Back to the question though, barrels can be cut, threaded, fluted etc.

For what you are trying to do, its probably not worth it (on a .22 RF). Start with a receiver and buy the right sort of stock, barrel and controls to get the gun you want. You can certainly build a supressed, bullpup .22 rimfire based on a Ruger 10/22 receiver.
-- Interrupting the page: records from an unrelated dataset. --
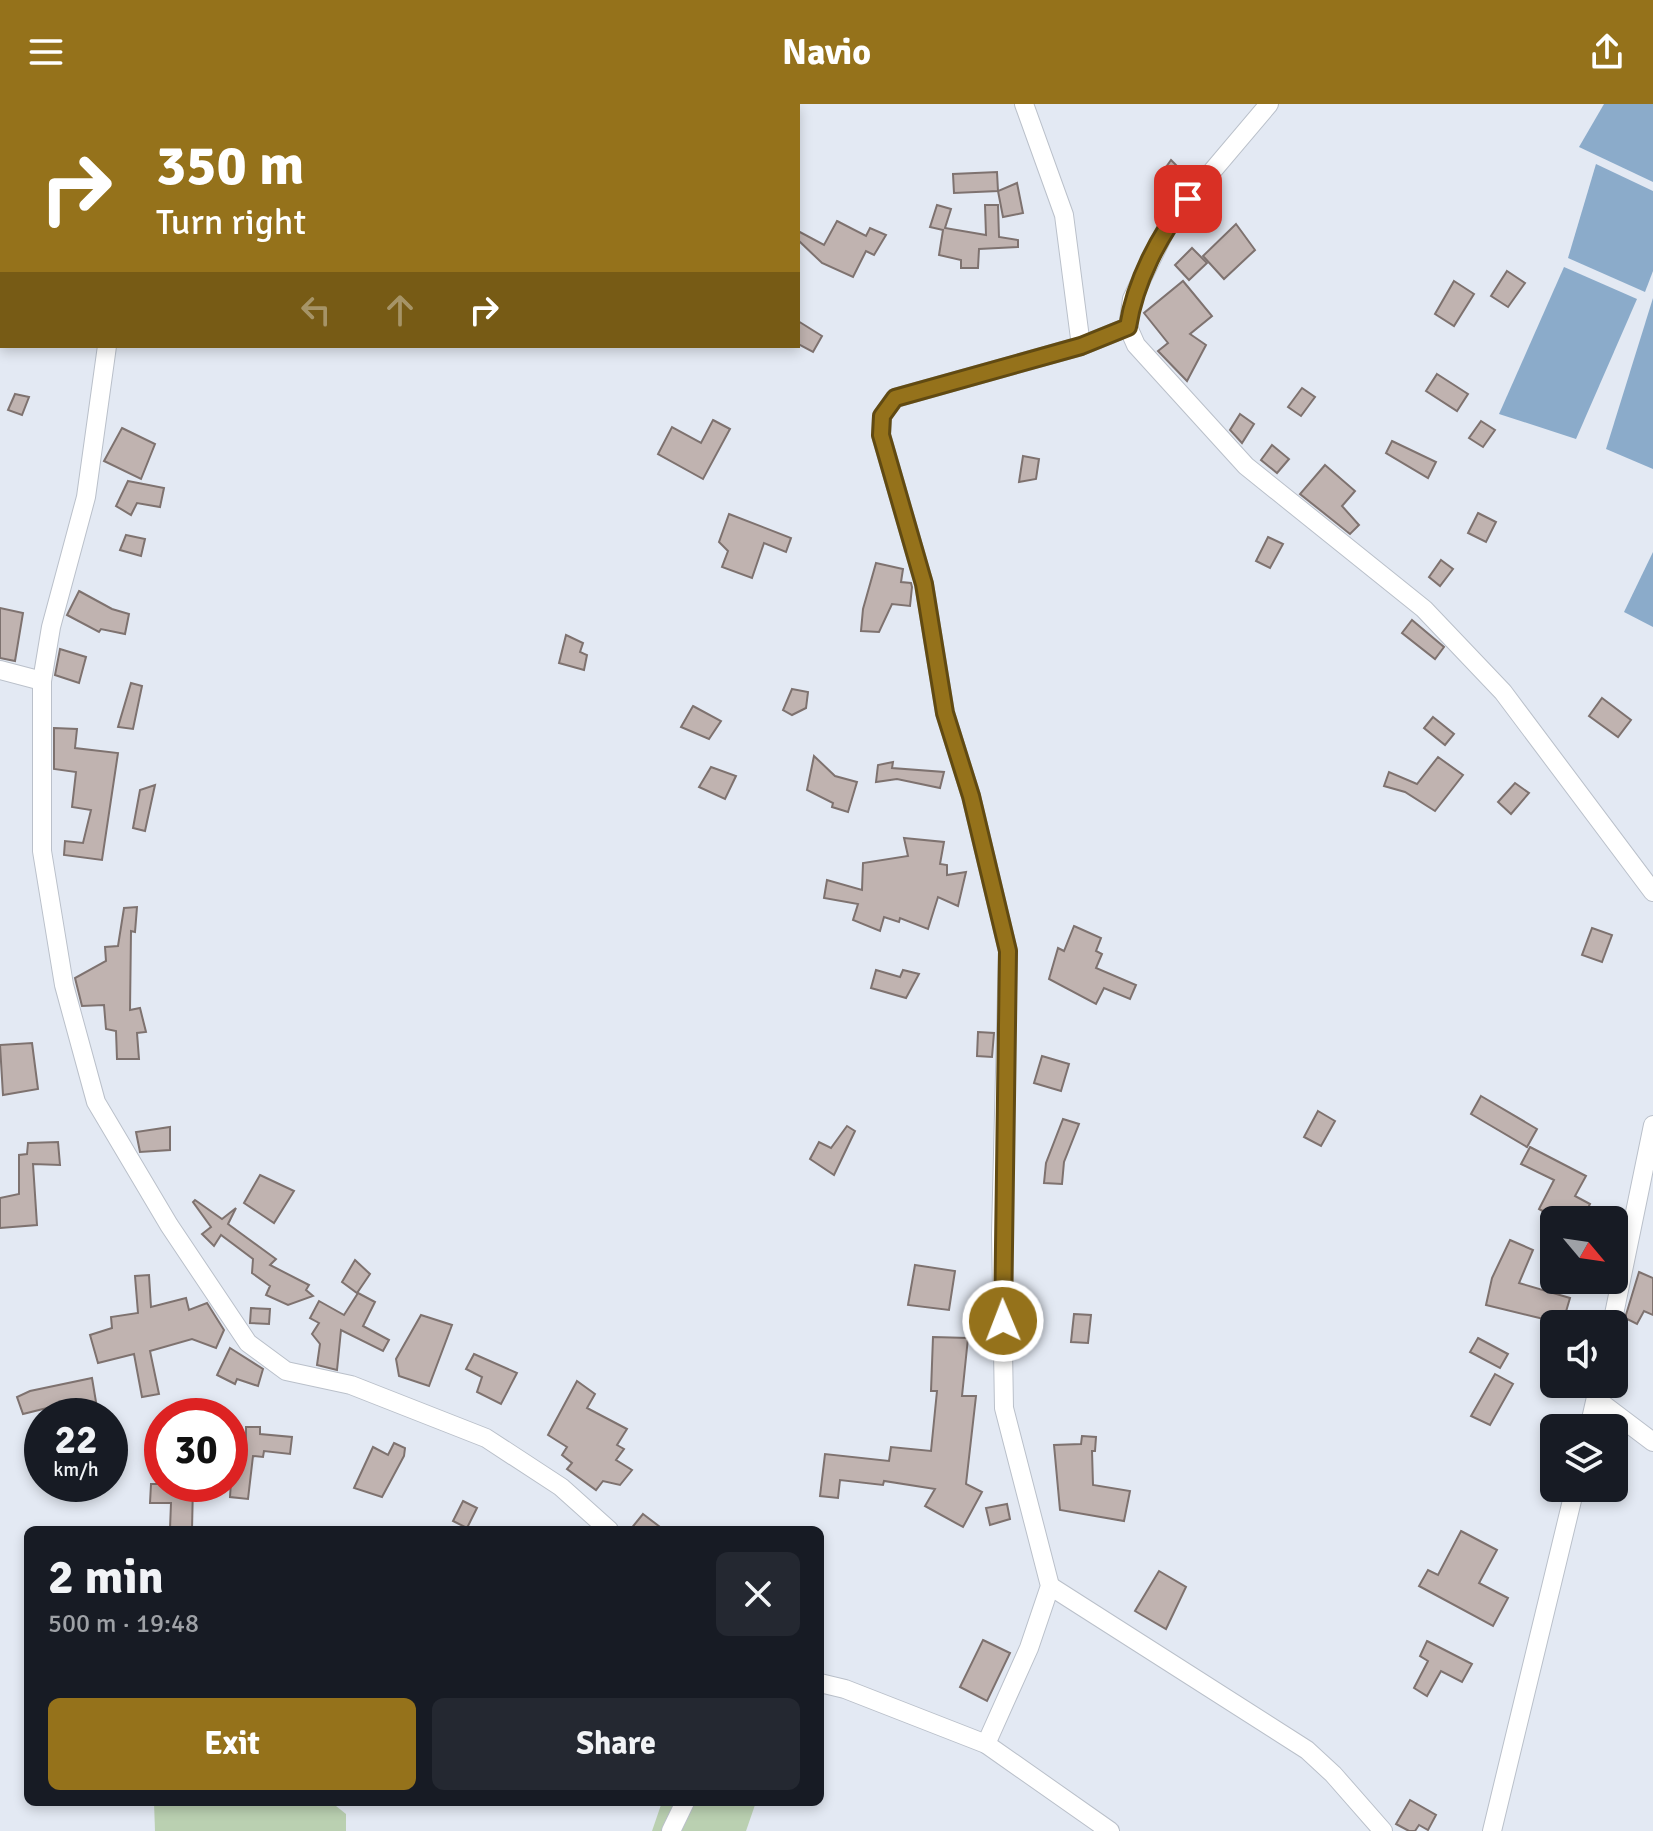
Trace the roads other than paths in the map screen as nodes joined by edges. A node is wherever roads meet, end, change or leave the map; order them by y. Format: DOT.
graph roads {
  1 [pos="1024,104"];
  2 [pos="1269,104"];
  3 [pos="1128,327"];
  4 [pos="1081,346"];
  5 [pos="107,348"];
  6 [pos="0,670"];
  7 [pos="42,681"];
  8 [pos="1653,892"];
  9 [pos="1653,1125"];
  10 [pos="1615,1310"];
  11 [pos="1605,1398"];
  12 [pos="1653,1442"];
  13 [pos="1572,1502"];
  14 [pos="605,1526"];
  15 [pos="1050,1586"];
  16 [pos="824,1684"];
  17 [pos="986,1744"];
  18 [pos="683,1806"];
  19 [pos="671,1831"];
  20 [pos="1110,1831"];
  21 [pos="1383,1831"];
  22 [pos="1492,1831"];
  1 -- 4 [label="street"];
  2 -- 3 [label="street"];
  3 -- 4 [label="street"];
  3 -- 8 [label="street"];
  4 -- 15 [label="street"];
  5 -- 7 [label="street"];
  6 -- 7 [label="street"];
  7 -- 14 [label="street"];
  9 -- 10 [label="street"];
  11 -- 12 [label="street"];
  13 -- 22 [label="street"];
  15 -- 17 [label="street"];
  15 -- 21 [label="street"];
  16 -- 17 [label="street"];
  17 -- 20 [label="street"];
  18 -- 19 [label="street"];
}
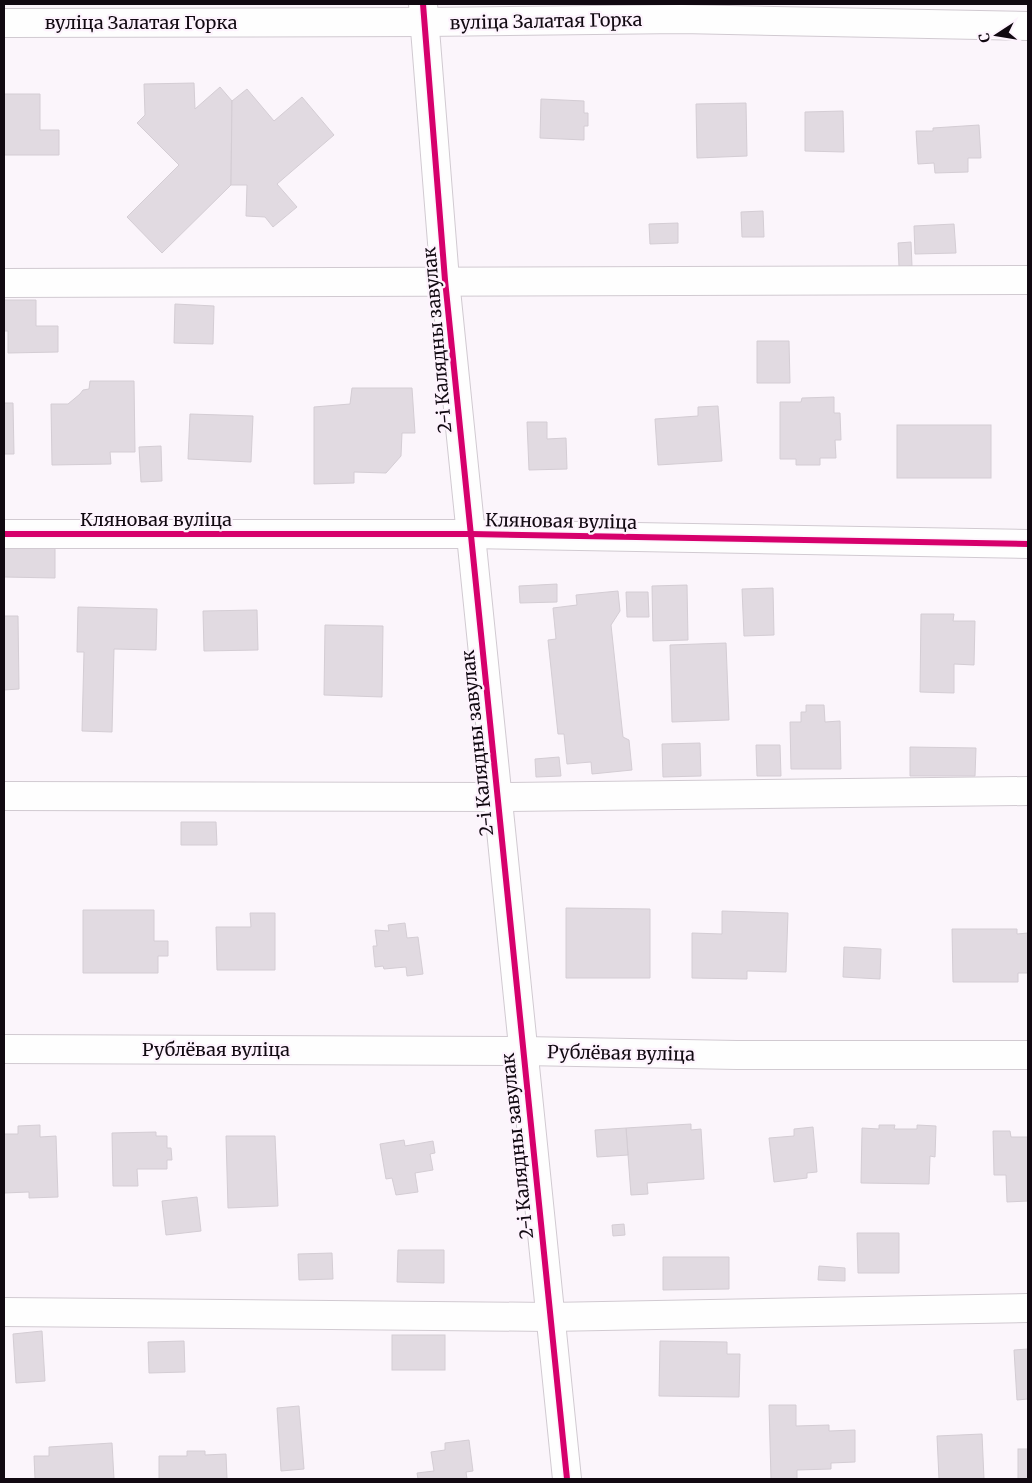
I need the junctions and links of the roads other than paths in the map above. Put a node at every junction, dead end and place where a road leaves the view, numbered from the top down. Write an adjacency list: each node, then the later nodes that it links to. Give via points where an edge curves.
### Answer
1 (424, 13): 2 (street, вуліца Залатая Горка); 3 (street, вуліца Залатая Горка); 4 (street, 2-і Калядны завулак)
2 (4, 23)
3 (1028, 26)
4 (445, 280): 5 (street); 6 (street); 8 (street, 2-і Калядны завулак)
5 (1028, 280)
6 (4, 282)
7 (4, 534): 8 (street, Кляновая вуліца)
8 (471, 534): 9 (street, Кляновая вуліца); 12 (street, 2-і Калядны завулак)
9 (1028, 544)
10 (1028, 791): 12 (street)
11 (4, 796): 12 (street)
12 (498, 798): 14 (street, 2-і Калядны завулак)
13 (4, 1048): 14 (street, Рублёвая вуліца)
14 (523, 1051): 15 (street, Рублёвая вуліца, via 737,1056); 18 (street, 2-і Калядны завулак)
15 (1028, 1055)
16 (1028, 1308): 18 (street)
17 (4, 1312): 18 (street)
18 (549, 1317): 19 (street, 2-і Калядны завулак)
19 (567, 1479)

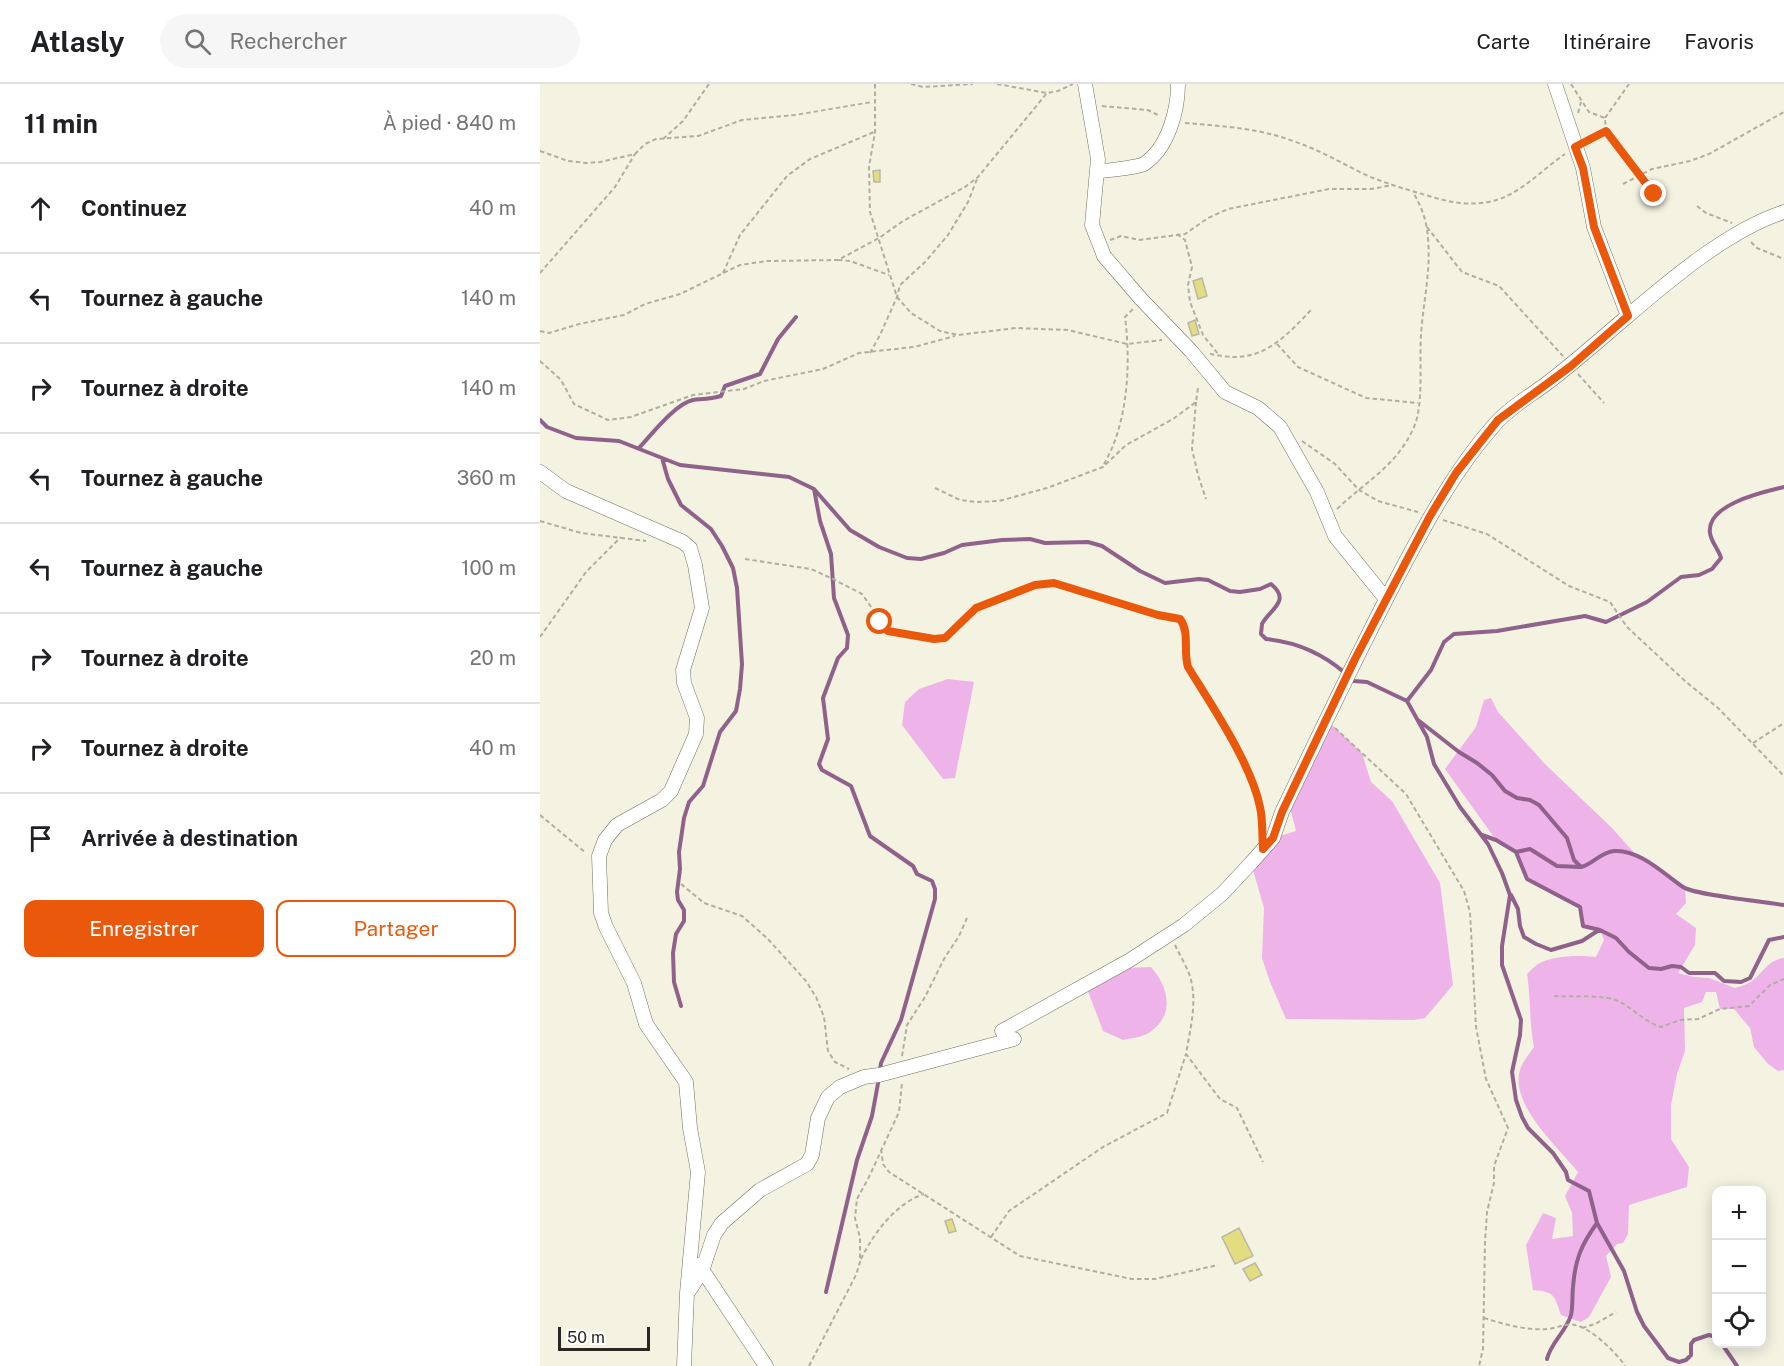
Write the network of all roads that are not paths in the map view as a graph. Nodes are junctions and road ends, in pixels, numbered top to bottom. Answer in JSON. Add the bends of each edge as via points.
{"nodes":[{"id":1,"x":1178,"y":84,"type":"edge"},
{"id":2,"x":1555,"y":84,"type":"edge"},
{"id":3,"x":1081,"y":85,"type":"edge"},
{"id":4,"x":1098,"y":171,"type":"junction"},
{"id":5,"x":1784,"y":212,"type":"edge"},
{"id":6,"x":1628,"y":316,"type":"junction"},
{"id":7,"x":540,"y":472,"type":"edge"},
{"id":8,"x":1386,"y":599,"type":"junction"},
{"id":9,"x":1002,"y":1031,"type":"dead end"},
{"id":10,"x":1014,"y":1039,"type":"dead end"},
{"id":11,"x":691,"y":1244,"type":"junction"},
{"id":12,"x":702,"y":1271,"type":"junction"},
{"id":13,"x":687,"y":1293,"type":"junction"},
{"id":14,"x":684,"y":1366,"type":"edge"},
{"id":15,"x":766,"y":1366,"type":"edge"}],
"edges":[{"from":1,"to":4,"type":"street","via":[[1172,122],[1159,149],[1143,165]]},
{"from":2,"to":6,"type":"street","via":[[1583,168],[1594,227]]},
{"from":3,"to":4,"type":"street"},
{"from":4,"to":8,"type":"street","via":[[1092,225],[1104,256],[1225,392],[1258,408],[1280,427],[1313,485],[1335,536]]},
{"from":5,"to":6,"type":"street","via":[[1768,217],[1696,261]]},
{"from":6,"to":8,"type":"street","via":[[1571,366],[1498,420],[1456,473]]},
{"from":7,"to":11,"type":"street","via":[[566,491],[679,540],[690,548],[695,565],[702,608],[683,670],[697,718],[696,734],[671,791],[617,825],[599,856],[601,913],[606,927],[634,982],[646,1024],[686,1082],[698,1172]]},
{"from":8,"to":9,"type":"street","via":[[1273,838],[1222,894],[1170,934]]},
{"from":10,"to":12,"type":"street","via":[[864,1077],[840,1087],[828,1097],[818,1118],[807,1164],[760,1190],[722,1223]]},
{"from":11,"to":12,"type":"street"},
{"from":11,"to":13,"type":"street"},
{"from":12,"to":13,"type":"street"},
{"from":12,"to":15,"type":"street"},
{"from":13,"to":14,"type":"street"}]}
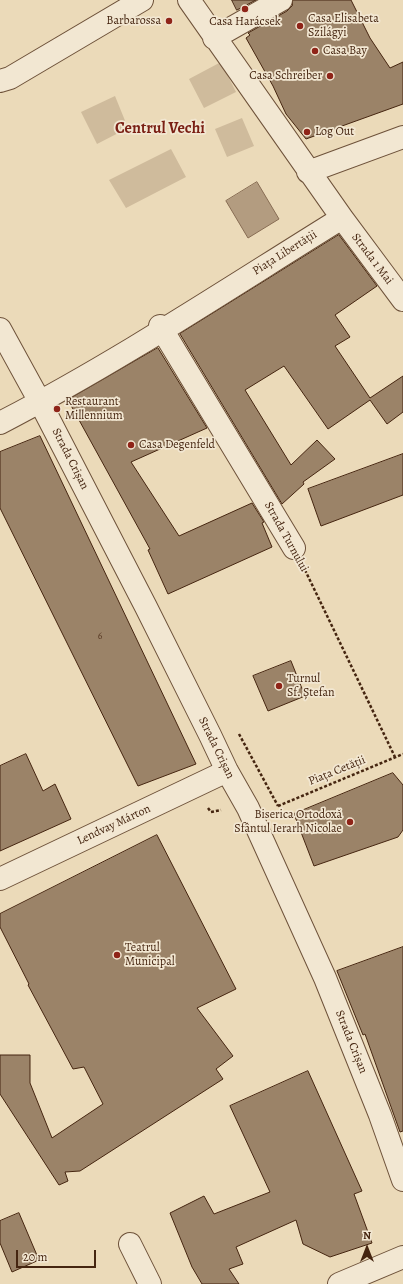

I would personally not thread for a moderator though, just put in a fully supressed barrel from the start :)

Talk to Roger Francis - the very best man there is at 10/22s imo

http://www.rimfiremagic.co.uk/

If it can be done to a rimfire, he has probably done it before!
 

spandit

Bushcrafter through and through
Jul 6, 2011
5,594
308
East Sussex, UK
I remember when I was younger I entered a competition in one of the airgun magazines in order to win a B&M Daystate bullpup - was convinced I'd win and very disappointed that I didn't (it was a while ago and this might not be the right gun, but it was a wooden bullpup)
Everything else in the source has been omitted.